▶ **Work item**
From the listing below, pull each line that includes "lane".

::::::::

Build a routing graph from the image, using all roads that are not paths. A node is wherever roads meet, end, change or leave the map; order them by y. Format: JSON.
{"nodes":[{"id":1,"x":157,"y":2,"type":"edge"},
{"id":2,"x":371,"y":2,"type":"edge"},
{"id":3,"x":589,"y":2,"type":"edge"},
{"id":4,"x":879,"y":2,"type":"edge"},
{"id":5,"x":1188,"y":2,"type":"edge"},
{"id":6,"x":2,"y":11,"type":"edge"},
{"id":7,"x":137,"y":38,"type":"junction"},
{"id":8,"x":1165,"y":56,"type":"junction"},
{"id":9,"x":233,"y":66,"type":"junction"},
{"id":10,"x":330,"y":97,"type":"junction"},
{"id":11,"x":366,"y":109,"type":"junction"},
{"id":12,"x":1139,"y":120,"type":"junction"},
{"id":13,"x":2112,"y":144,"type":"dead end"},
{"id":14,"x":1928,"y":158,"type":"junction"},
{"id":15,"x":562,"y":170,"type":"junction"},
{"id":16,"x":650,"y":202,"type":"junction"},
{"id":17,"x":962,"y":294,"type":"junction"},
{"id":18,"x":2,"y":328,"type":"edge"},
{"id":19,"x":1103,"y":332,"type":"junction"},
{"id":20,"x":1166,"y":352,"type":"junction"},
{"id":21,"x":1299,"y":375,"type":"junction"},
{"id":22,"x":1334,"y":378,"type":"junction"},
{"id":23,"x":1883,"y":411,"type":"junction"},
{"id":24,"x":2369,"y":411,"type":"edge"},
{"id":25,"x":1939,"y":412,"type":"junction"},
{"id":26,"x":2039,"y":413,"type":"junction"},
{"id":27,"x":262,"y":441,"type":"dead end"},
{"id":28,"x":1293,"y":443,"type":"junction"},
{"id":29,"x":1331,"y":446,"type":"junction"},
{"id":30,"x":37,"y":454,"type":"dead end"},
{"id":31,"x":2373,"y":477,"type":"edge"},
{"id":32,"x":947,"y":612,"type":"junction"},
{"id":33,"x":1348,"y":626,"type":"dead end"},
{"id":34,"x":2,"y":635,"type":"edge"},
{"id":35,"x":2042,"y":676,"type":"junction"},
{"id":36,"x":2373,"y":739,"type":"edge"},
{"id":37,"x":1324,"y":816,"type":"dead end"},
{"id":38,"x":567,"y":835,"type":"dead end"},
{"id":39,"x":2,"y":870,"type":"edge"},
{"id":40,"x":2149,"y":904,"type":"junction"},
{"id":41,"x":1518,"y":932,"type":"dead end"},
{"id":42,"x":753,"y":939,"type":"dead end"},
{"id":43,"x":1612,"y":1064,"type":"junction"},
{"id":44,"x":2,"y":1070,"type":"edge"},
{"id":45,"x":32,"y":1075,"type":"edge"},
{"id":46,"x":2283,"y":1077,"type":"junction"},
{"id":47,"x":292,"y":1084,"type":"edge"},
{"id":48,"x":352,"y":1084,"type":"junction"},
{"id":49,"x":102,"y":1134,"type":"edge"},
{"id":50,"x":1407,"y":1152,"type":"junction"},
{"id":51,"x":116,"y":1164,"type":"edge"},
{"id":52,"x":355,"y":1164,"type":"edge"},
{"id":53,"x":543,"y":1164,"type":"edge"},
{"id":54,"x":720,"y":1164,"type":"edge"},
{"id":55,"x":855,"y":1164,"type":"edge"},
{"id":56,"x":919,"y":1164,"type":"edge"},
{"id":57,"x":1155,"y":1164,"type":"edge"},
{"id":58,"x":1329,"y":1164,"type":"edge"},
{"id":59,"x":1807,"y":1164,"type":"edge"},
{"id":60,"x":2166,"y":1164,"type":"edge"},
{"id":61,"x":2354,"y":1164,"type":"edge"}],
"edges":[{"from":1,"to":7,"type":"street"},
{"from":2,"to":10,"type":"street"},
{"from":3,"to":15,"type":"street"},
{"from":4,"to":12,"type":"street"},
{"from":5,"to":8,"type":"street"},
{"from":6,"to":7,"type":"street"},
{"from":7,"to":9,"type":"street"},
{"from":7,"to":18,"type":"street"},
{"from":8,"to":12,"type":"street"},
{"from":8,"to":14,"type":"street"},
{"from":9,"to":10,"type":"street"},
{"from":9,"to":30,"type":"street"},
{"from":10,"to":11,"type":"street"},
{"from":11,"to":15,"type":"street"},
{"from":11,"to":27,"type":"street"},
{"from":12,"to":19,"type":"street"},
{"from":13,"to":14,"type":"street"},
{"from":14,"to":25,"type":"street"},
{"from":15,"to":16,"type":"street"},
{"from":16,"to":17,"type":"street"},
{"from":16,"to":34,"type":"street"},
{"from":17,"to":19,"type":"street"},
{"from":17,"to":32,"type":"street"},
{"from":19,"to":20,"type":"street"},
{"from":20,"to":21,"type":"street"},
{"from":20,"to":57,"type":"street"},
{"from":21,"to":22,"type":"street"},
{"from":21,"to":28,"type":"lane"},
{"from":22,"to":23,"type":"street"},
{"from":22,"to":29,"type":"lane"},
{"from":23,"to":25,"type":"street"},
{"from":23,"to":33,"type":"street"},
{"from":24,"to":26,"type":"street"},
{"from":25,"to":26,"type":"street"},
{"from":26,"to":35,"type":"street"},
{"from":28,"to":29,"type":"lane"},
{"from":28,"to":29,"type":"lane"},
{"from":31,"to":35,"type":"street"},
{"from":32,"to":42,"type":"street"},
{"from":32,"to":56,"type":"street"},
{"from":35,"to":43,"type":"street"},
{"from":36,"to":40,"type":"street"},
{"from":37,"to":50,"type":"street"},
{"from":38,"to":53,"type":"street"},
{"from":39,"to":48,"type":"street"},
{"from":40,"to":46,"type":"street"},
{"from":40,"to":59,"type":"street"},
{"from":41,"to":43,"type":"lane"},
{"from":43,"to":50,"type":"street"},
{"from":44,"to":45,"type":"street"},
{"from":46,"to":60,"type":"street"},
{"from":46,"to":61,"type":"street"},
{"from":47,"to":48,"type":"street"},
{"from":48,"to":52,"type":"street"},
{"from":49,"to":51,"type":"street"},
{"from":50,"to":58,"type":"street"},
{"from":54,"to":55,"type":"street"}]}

::::::::

▶ **Answer to the exercise**
{"from":21,"to":28,"type":"lane"},
{"from":22,"to":29,"type":"lane"},
{"from":28,"to":29,"type":"lane"},
{"from":28,"to":29,"type":"lane"},
{"from":41,"to":43,"type":"lane"},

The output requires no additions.